→ **Listed records**
******************************

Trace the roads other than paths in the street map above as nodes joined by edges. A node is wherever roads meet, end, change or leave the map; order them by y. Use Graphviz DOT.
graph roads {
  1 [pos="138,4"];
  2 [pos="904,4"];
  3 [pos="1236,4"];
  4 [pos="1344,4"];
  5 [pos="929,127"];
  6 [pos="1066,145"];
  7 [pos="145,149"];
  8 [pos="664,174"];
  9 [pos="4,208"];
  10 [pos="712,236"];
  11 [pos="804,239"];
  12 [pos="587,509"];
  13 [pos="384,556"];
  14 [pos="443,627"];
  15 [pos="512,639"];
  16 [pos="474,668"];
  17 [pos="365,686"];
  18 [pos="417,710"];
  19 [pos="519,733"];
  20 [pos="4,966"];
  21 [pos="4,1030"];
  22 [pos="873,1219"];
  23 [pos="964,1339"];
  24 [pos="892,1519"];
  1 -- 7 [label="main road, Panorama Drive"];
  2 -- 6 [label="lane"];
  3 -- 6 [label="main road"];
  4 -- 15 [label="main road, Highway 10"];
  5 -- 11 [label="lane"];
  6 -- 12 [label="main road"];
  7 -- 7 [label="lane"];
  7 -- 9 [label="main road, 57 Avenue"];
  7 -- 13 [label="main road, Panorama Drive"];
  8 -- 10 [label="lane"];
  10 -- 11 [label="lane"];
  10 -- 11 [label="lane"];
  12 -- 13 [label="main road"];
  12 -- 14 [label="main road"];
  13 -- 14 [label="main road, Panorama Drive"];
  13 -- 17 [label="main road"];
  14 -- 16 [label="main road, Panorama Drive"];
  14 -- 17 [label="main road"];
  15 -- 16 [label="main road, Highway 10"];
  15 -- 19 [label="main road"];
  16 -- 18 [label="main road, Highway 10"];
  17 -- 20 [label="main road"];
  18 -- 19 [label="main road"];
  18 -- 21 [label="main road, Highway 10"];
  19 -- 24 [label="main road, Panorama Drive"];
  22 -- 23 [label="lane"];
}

******************************

Every line that contains the string "Drive" should be copied from the records.

→ **Your solution**
  1 -- 7 [label="main road, Panorama Drive"];
  7 -- 13 [label="main road, Panorama Drive"];
  13 -- 14 [label="main road, Panorama Drive"];
  14 -- 16 [label="main road, Panorama Drive"];
  19 -- 24 [label="main road, Panorama Drive"];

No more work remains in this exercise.